Ok! Saatnya kembali ke kamar kakek. Dan memberi tau kakek kalau aku telah berhasil menemukan biola yang kakek maksud.
***
Duh, gimana cara memainkannya sih? Aku kan nggak berbakat di dunia musik, gita aja nggak bisa, apalagi biola! Duh, kenapa harus biola sih yang harus kupelajari? Kok nggak yang lain aja???
Biola ini, kalau nggak aku mainkan, nggak ada gunanya dong! Masa’ aku mau nanya ke temen-temen, males dong kalau mau bawa ke sekolah. Pembantu-pembantu di sini juga nggak ada yang bisa main musik, bisanya nyanyi doang! Saudaraku? Mereka pasti merasa nggak level dengan biola yang sungguh melankolis. Huh! Aku harus bertanya kepada siapa ini?

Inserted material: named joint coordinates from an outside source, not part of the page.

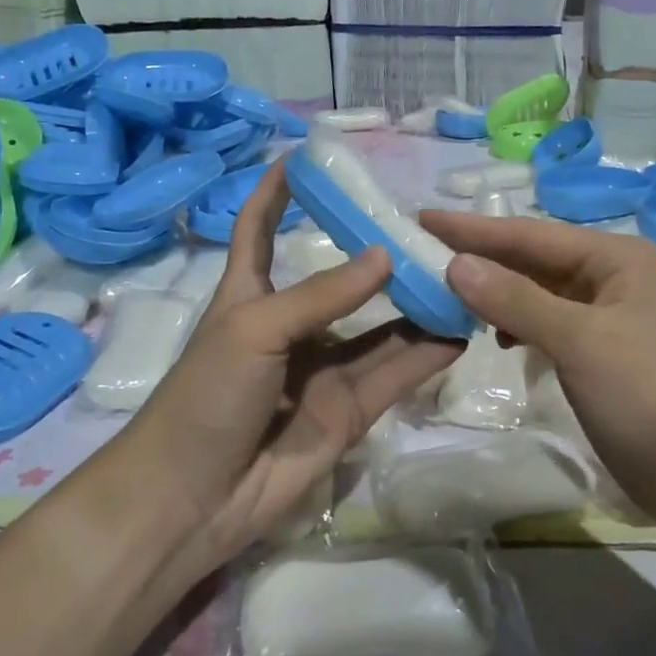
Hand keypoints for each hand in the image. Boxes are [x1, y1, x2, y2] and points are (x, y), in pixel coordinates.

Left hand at [124, 163, 462, 570]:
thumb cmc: (206, 395)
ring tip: (459, 274)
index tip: (306, 156)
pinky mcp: (349, 411)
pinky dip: (426, 354)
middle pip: (340, 279)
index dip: (277, 193)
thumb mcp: (255, 327)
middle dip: (376, 254)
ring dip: (415, 304)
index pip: (259, 229)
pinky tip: (460, 329)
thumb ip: (323, 294)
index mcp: (250, 295)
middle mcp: (291, 326)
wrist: (195, 498)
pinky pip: (394, 373)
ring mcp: (322, 370)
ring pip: (379, 329)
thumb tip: (385, 254)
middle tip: (425, 226)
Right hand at [419, 210, 655, 518]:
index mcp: (615, 258)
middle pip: (531, 259)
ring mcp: (606, 315)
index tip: (421, 219)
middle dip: (479, 257)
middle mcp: (611, 276)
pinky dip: (514, 323)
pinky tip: (492, 336)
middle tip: (421, 253)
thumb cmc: (647, 395)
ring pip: (536, 291)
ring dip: (494, 292)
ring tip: (445, 293)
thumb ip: (515, 299)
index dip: (472, 229)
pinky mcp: (599, 351)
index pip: (529, 234)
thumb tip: (455, 264)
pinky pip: (544, 322)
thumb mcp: (579, 341)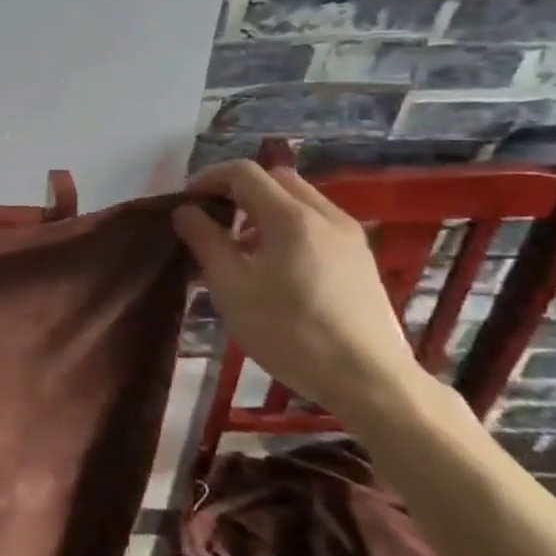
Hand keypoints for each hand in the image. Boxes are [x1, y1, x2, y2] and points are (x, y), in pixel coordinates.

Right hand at [171, 160, 421, 426]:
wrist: (370, 382)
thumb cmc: (290, 333)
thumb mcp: (232, 289)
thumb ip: (205, 242)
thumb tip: (185, 210)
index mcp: (291, 217)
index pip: (244, 173)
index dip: (209, 178)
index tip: (186, 201)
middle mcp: (325, 215)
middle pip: (276, 179)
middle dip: (238, 189)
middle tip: (212, 217)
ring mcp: (350, 236)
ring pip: (300, 199)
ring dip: (264, 207)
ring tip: (241, 245)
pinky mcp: (361, 258)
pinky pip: (317, 222)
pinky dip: (288, 225)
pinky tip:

Jujur, aku merasa sungkan jika aku belajar dengan kakek. Tapi, satu-satunya orang yang bisa biola di rumah besar ini hanyalah kakek, karena kakek yang mempunyai biola ini.
Yach, biola ini cuman bisa aku pandangi terus sejak tadi. Lagipula, aku juga tak bisa memainkannya. Ah, tambah pusing nih gara-gara di depan mata ada barang nganggur.
“Pus, kamu sudah bisa memainkan biolanya?” kata kakek yang mengagetkanku.
“Hehe” aku hanya bisa menyeringai. Maklum, aku bener-bener nggak bisa.
“Kamu nggak bisa?”
“Iya kek!” aku membalikkan badan dan menghampri kakek yang ada di tempat tidur.
“Kenapa nggak minta ajarin kakek? Kakek loh bisa”
“Sungkan kek”
“Ngapain pake sungkan segala? Lah wong kamu cucu kakek kok!”
Yaa, aku hanya bisa tersenyum.
“Sini, kemarikan biolanya. Nah, kakek ajarin ya?” Kakek menawariku belajar biola. Uh, senangnya, akhirnya ada yang bersedia mengajariku bermain biola.
***
Tasnya biola kok kotor banget ya! Harus dicuci nih! Ok, saatnya mengeluarkan barang-barang yang ada di tas biola. Saat aku mencari di saku tas biola, aku menemukan sebuah amplop, rupanya ada isinya. Apa ya isinya? Aku buka ah! Eh, nggak boleh! Ini kan punya kakek, mungkin aja privasi.
“Kek, amplop ini punya siapa?” tanyaku.
“Amplop? Kamu menemukannya dimana?”
“Di saku tas biola kakek”
“Sini, bawa kemari amplopnya”
Aku pun mengahmpiri kakek yang berada di tempat tidurnya. Aku duduk di dekat kakek, berharap agar aku bisa mengintip isi amplopnya.
“Amplop ini buat kamu” kata Kakek.
Heh? Aku bengong. Apa maksud Kakek?
“Coba deh kamu buka dan kamu baca” perintah kakek.
Aku pun membuka amplop dan mengambil surat yang ada di dalamnya, dan saat kubaca… “Apa ini benar kek?”
“Kakek mengangguk dan tersenyum, “Coba baca isinya biar kakek juga bisa tau”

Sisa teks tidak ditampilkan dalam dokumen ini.